Duan Tingzhen a déclaré : « Puisque Sa Majesté a véritablement conscience de son erreur, il devrait la corriger sincèrement. N'importe qui peut dire une chose et en penser une autre sans s'en soucier. »

Le jeune empereur se mordit la lèvre et hésita un instant avant de dire : « Xun'er sait très bien qu'il a eu tort. Xun'er n'aurait pas dû être vilain. Il promet qu'il ne recommencera plus. »

Meng Chifeng dit d'une voix froide : « C'est bien que Sa Majesté soit au courant. » Sur ces mots, il ordonna aux serviteurs du palais de l'emmener.

Voyant que ses deux pères adoptifs ne cherchaient pas à le réconforter, le jeune empereur se sentit quelque peu offensé et ne cessait de se retourner en s'éloignant avec les serviteurs du palais. Meng Chifeng regretta soudain son geste et voulut se rétracter, mais en voyant Duan Tingzhen trébucher et presque tomber, il l'aida aussitôt à se relever.

Duan Tingzhen a toujours eu une santé fragile

; il a facilement des vertiges s’il ne mange pas et souffre également de problèmes d’estomac. Il ne se sentait pas bien pendant la réunion ce matin, mais s’est forcé à rester éveillé, et maintenant il ne pouvait plus se retenir.

Il y avait un canapé moelleux dans la pièce. Meng Chifeng l'aida à s'asseoir et remarqua que son teint était pâle. Il ne put s'empêcher de demander avec inquiétude : « Le Premier ministre Duan est-il souffrant ? »

« Ce n'est rien », dit faiblement Duan Tingzhen. « Ce n'est rien de grave, je vais juste m'asseoir et me reposer un moment. »

Meng Chifeng fronça les sourcils en le regardant, réfléchit un instant, puis se leva et partit. Il dit à un jeune eunuque : « Le Premier ministre Duan est souffrant ; faites venir un médecin impérial. »

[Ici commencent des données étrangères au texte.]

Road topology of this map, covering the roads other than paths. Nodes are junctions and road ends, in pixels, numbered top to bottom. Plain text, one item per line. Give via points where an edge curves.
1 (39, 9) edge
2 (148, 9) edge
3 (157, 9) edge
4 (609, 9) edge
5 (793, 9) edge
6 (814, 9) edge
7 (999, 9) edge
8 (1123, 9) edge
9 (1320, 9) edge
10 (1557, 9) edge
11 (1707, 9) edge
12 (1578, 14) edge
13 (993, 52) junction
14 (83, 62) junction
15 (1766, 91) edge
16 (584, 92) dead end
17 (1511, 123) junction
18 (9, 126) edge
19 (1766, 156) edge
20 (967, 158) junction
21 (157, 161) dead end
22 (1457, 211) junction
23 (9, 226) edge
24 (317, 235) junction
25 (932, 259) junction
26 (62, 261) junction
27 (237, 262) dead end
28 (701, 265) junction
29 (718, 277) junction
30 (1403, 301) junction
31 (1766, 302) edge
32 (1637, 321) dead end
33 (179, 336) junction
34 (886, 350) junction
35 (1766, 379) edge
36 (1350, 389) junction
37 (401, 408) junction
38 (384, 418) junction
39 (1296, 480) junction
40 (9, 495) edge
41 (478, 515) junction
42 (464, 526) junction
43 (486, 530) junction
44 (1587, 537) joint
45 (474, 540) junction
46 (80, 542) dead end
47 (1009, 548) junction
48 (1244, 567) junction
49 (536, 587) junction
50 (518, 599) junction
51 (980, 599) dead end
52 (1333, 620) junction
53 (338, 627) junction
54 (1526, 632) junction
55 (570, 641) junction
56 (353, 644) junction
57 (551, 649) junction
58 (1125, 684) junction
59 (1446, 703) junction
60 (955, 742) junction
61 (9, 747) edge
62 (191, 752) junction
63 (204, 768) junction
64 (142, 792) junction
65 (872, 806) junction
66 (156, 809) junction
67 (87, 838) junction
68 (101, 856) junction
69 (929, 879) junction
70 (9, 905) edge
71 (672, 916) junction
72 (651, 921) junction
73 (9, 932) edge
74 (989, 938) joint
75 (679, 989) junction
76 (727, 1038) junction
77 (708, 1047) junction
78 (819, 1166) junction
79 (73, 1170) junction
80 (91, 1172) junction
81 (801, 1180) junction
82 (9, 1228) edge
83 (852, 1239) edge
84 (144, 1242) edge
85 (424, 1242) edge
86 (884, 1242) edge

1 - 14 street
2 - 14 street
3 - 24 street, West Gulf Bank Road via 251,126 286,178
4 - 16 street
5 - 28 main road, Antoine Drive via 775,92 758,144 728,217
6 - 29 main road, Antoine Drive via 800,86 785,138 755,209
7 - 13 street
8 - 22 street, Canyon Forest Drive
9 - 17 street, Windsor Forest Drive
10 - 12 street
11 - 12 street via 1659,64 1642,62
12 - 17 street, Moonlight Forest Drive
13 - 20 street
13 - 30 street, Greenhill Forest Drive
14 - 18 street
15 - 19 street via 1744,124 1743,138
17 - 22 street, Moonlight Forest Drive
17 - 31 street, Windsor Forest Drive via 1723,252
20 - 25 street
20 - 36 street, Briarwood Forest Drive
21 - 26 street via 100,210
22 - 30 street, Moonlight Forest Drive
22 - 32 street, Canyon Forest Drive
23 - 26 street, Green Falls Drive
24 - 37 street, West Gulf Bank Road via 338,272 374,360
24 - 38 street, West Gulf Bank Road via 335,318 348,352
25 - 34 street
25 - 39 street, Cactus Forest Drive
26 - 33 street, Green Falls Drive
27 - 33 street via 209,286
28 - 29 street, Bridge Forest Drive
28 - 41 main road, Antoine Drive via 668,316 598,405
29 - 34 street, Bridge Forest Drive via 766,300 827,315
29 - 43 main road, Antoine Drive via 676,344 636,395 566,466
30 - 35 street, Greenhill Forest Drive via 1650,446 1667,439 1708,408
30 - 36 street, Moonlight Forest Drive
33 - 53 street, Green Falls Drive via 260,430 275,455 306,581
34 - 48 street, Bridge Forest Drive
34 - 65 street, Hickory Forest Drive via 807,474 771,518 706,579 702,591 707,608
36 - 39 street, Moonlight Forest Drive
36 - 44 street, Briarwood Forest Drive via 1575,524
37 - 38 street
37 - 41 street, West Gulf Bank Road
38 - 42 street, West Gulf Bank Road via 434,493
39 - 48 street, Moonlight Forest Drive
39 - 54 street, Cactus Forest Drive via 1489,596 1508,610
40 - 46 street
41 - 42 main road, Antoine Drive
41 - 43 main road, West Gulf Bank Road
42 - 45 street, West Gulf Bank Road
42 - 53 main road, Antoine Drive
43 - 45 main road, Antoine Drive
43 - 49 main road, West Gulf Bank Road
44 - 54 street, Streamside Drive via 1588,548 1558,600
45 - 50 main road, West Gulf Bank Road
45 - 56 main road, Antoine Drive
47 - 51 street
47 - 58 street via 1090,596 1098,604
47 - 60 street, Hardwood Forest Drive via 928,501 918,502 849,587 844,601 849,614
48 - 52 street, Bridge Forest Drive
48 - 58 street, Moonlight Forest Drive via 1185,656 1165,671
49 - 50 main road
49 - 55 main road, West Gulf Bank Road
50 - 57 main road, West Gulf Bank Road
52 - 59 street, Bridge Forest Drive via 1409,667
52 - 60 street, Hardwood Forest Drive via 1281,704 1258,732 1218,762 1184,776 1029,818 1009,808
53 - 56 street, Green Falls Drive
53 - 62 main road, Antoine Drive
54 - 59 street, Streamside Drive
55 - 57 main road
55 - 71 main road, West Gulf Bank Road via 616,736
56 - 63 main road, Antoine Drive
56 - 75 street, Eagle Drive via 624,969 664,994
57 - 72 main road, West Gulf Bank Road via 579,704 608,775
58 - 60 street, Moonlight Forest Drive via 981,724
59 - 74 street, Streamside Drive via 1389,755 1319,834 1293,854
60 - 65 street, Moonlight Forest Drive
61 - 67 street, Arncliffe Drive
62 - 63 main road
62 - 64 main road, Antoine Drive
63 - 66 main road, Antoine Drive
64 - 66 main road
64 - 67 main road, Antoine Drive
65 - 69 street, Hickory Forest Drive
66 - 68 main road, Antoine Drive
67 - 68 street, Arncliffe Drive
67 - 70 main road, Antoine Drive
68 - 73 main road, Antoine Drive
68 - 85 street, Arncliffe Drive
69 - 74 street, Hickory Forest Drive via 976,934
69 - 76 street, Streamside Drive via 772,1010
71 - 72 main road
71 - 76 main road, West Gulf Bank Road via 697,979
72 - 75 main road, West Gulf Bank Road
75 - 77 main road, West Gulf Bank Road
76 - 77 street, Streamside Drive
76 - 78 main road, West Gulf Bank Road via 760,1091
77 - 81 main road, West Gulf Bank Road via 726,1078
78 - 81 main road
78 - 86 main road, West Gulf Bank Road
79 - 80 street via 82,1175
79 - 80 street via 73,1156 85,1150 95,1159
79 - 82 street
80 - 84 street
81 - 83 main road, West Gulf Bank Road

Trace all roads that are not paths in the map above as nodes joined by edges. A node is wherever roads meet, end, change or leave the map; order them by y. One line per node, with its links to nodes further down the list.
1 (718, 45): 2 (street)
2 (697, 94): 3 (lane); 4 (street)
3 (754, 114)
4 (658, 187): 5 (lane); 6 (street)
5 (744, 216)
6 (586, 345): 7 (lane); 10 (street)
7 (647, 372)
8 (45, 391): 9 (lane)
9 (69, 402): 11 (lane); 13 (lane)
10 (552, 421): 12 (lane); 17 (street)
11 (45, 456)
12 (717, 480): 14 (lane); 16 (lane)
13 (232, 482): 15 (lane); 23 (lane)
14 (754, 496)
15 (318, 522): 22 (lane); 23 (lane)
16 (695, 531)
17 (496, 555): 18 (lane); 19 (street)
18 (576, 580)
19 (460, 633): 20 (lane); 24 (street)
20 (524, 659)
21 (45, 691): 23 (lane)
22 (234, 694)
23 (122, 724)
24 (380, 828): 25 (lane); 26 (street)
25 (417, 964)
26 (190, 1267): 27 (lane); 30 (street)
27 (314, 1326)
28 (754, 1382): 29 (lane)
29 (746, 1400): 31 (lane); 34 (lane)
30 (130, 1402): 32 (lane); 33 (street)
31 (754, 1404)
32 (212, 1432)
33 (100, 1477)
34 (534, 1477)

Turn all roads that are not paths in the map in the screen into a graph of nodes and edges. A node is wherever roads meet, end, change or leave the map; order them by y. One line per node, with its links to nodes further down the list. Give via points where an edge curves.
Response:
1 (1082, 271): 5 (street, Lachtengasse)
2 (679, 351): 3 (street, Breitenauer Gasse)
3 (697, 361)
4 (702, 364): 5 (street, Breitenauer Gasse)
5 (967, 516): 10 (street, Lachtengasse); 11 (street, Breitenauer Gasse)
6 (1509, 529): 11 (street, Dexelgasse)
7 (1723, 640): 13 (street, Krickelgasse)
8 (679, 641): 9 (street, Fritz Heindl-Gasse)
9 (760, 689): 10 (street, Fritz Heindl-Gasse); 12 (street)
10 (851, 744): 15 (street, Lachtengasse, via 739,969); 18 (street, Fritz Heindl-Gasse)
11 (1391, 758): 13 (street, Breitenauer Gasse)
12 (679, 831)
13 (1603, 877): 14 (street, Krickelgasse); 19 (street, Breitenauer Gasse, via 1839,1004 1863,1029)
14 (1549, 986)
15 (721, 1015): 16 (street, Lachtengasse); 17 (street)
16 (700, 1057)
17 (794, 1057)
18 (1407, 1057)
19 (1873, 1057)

Chang Yongsheng n'était pas loin de la porte lorsqu'il entendit Meng Chifeng dire qu'il cherchait le médecin impérial. Après avoir rapidement passé en revue divers indices, il comprit approximativement la situation. Homme avisé, il chargea aussitôt un jeune eunuque de préparer une tasse de thé aux dattes rouges très sucré, puis la lui apporta lui-même.